Less than two months after the company incorporated, the couple’s first baby, Zain, was born. “I joked that he had his baby, and I had mine,” Whitney says. For several years, she devoted her time to raising their son and the couple’s daughter, Zara, who was born just two years later.

But when Aadeel came to her seeking ideas for how to protect the wiring between the Ability Hand’s palm and fingers, she couldn’t keep herself away. A self-trained seamstress, Whitney had created costumes for anime conventions the couple attended as students. It wasn’t a big leap to sew fabric sleeves for the Ability Hand. She did that and more, taking over payroll and HR. Eventually, she was logging well over 40 hours a week.

Meanwhile, PSYONIC was surging ahead. In 2019, the Ability Hand became a registered Class I medical device under U.S. Food and Drug Administration guidelines. Following a limited Midwest release in St. Louis, Indianapolis, and Chicago, the Ability Hand was officially launched nationwide in 2021, an achievement predicated on Aadeel’s early programming work at Loyola.

“On the technical side, we were programming microcontrollers,” Aadeel says. “I applied the programming skills I learned at Loyola to hardware, essentially. We started with a $20 microcontroller you can find online called Arduino. And then we just kept building on our skill sets.”

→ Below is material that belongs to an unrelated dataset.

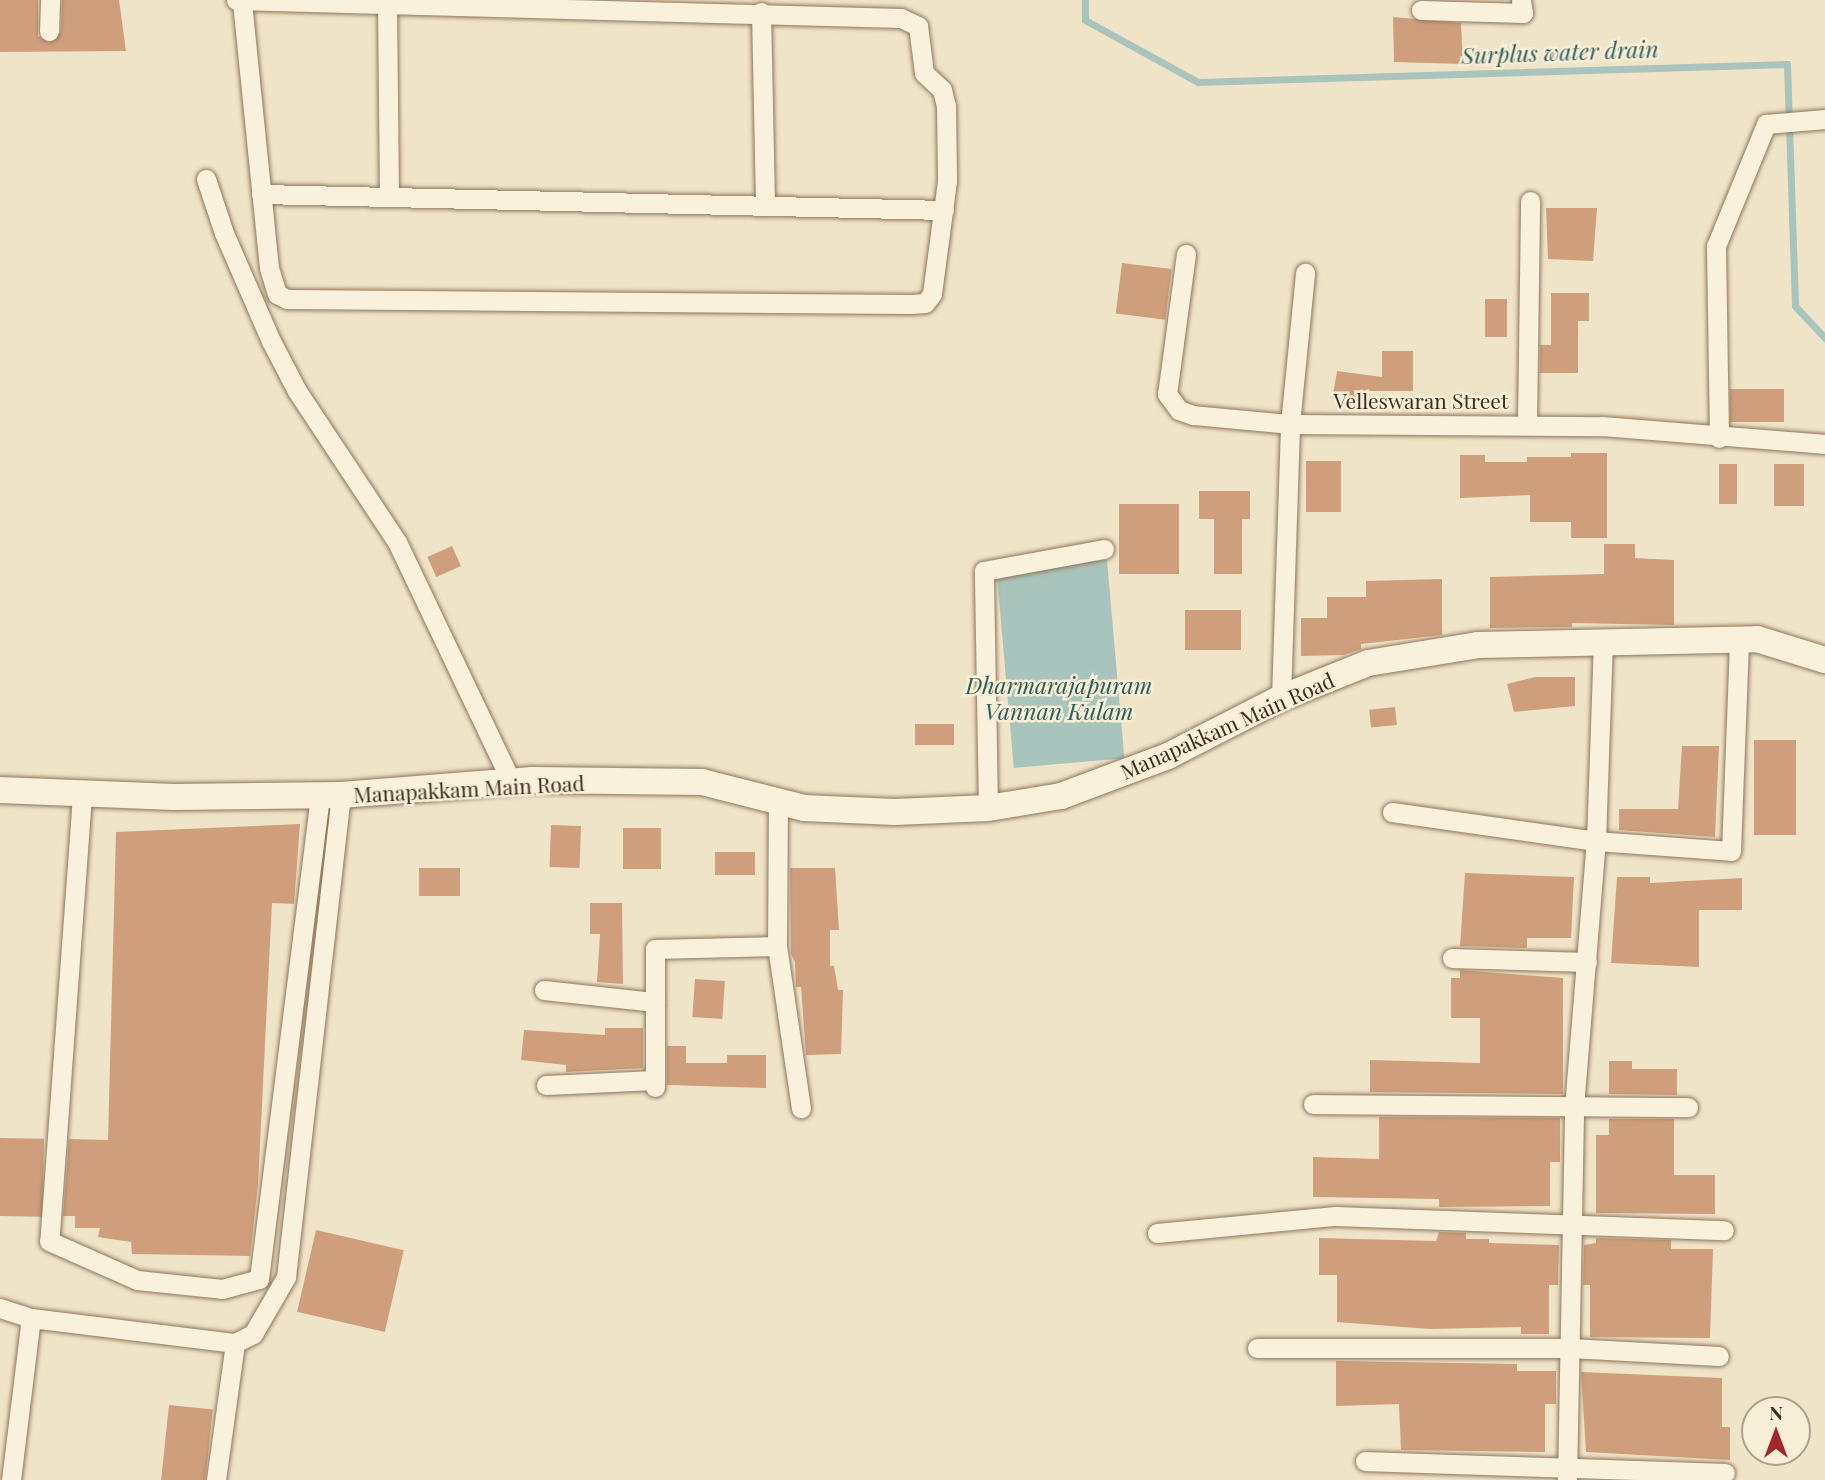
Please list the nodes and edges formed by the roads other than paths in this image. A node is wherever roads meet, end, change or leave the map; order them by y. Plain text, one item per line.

Retired Army Sgt. Garrett Anderson, who lost his right forearm on active duty in Iraq, touches his daughter’s face, receiving a haptic sensation from the Ability Hand. (Photo courtesy of PSYONIC)
Retired Army Sgt. Garrett Anderson, who lost his right forearm on active duty in Iraq, touches his daughter’s face, receiving a haptic sensation from the Ability Hand. (Photo courtesy of PSYONIC)

 

Soft robotics and the future of prosthetics

In glass cases in the San Diego office, prototypes of multiple generations of the Ability Hand—from the Mark I to Mark VIII—show the evolution of PSYONIC’s design and engineering approach across the past decade.

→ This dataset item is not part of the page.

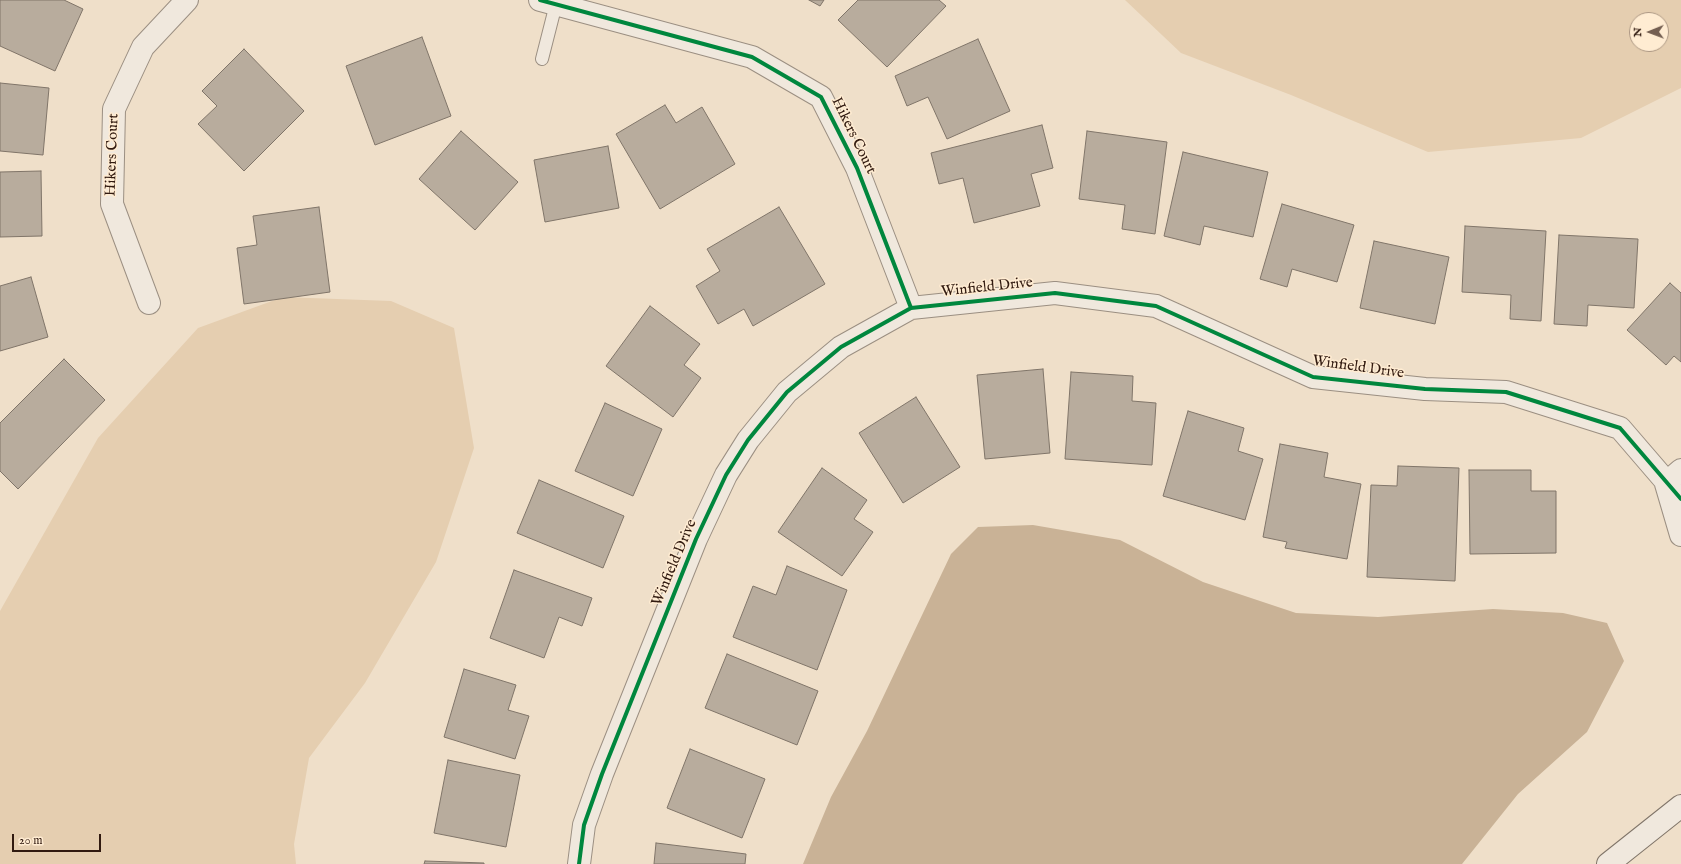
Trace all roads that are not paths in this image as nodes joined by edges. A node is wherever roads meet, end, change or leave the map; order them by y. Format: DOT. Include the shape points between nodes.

Users of prosthetic hands often complain that they break when bumped against furniture or household objects, Berlin says. With the release of the Mark V, PSYONIC introduced low-cost silicone and rubber materials to make the device’s fingers supple. Though soft and malleable, like human digits, the fingers are highly resilient to impact—a feature PSYONIC drives home in splashy videos on the company’s YouTube channel.

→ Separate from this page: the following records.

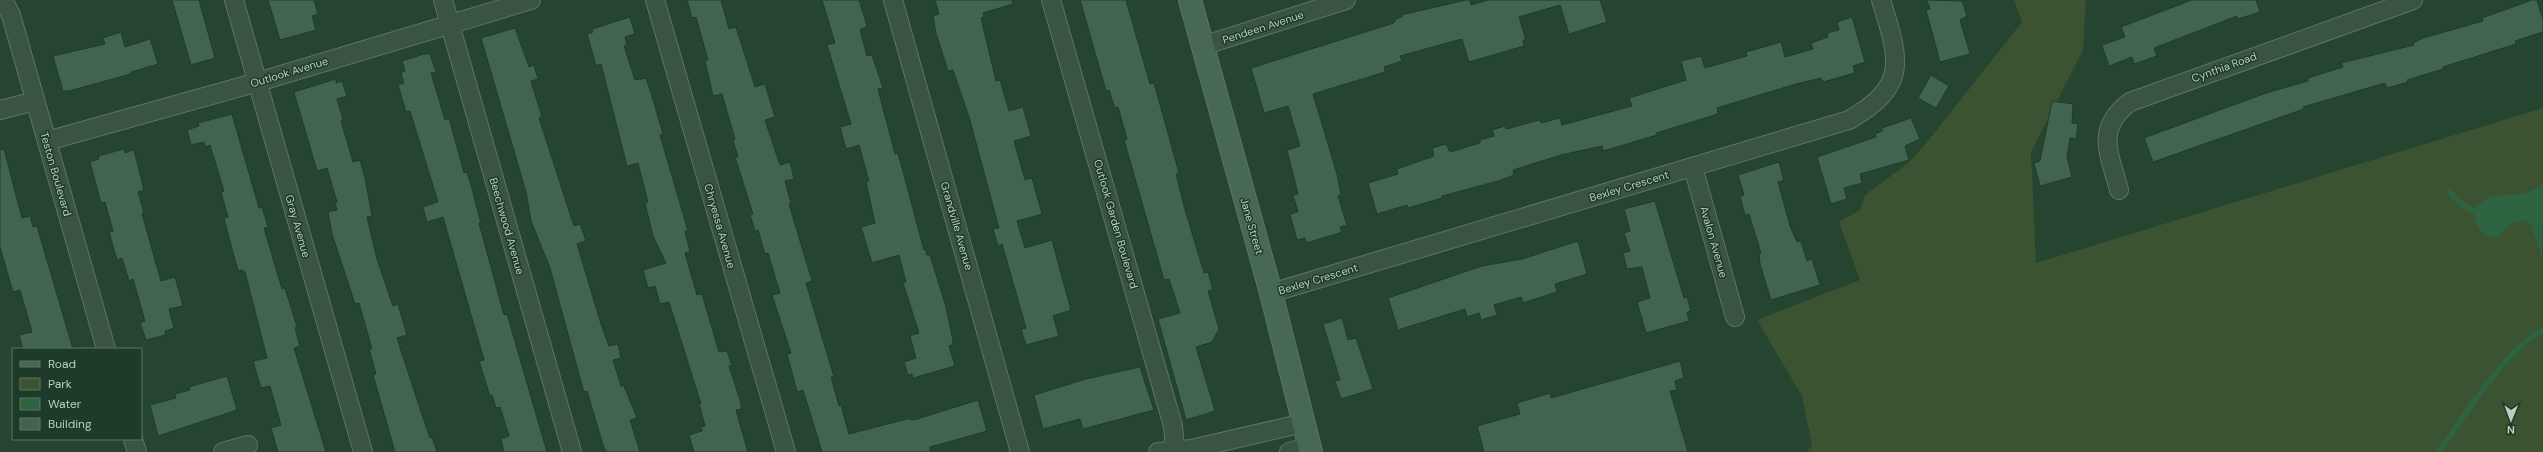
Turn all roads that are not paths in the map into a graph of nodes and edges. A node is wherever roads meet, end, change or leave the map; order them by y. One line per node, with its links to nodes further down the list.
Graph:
1 (3, 0): 15 (street, Teston Boulevard)
2 (234, 0): 14 (street, Gray Avenue)
3 (443, 0): 12 (street, Beechwood Avenue)
4 (531, 0): 12 (street, Outlook Avenue)
5 (655, 0): 32 (street, Chryessa Avenue)
6 (893, 0): 33 (street, Grandville Avenue)
7 (1051, 0): 26 (street, Outlook Garden Boulevard)
8 (1190, 0): 13 (main road, Jane Street)
9 (1346, 0): 13 (street, Pendeen Avenue)
10 (1881, 0): 18 (street, Bexley Crescent)
11 (2412, 0): 19 (street, Cynthia Road)
12 (449, 24): 14 (street, Outlook Avenue); 31 (street, Beechwood Avenue)
13 (1202, 46): 20 (main road, Jane Street)
14 (258, 82): 17 (street, Outlook Avenue); 30 (street, Gray Avenue)
15 (35, 101): 16 (street); 17 (street, Teston Boulevard)
16 (0, 110)
17 (47, 141): 22 (street, Teston Boulevard)
18 (1693, 167): 20 (street, Bexley Crescent); 21 (street, Avalon Avenue)
19 (2119, 190)
20 (1271, 293): 23 (main road, Jane Street)
21 (1735, 317)
22 (106, 348)
23 (1304, 423): 26 (street); 27 (main road, Jane Street)
24 (133, 440): 28 (street)
25 (248, 445): 29 (street)
26 (1175, 449): 34 (street)
27 (1310, 449): 35 (street)
28 (136, 452)
29 (223, 452)
30 (363, 452)
31 (572, 452)
32 (786, 452)
33 (1020, 452)
34 (1158, 452)
35 (1289, 452)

“I’ve arm wrestled Dan St. Pierre, a U.S. Paratriathlon National Champion, and lost. I’ve dropped it 30 feet from the roof of my house. I’ve stepped on it. We put it in a dryer for 10 minutes, and it survived,” Aadeel says.

The use of 3D-printed molds, in addition to refined finger development, has helped the company keep the device’s price between $10,000 and $20,000, all or part of this fee covered by Medicare or private insurers.

“For us, at PSYONIC, yes, we are pushing to make the most advanced technologically possible bionic limbs, but we also have to make them accessible because if they’re not accessible, then it defeats the entire purpose of everything that we’re trying to do,” Aadeel says.

So far that approach, an ethical imprint of his time at Loyola, appears to be working.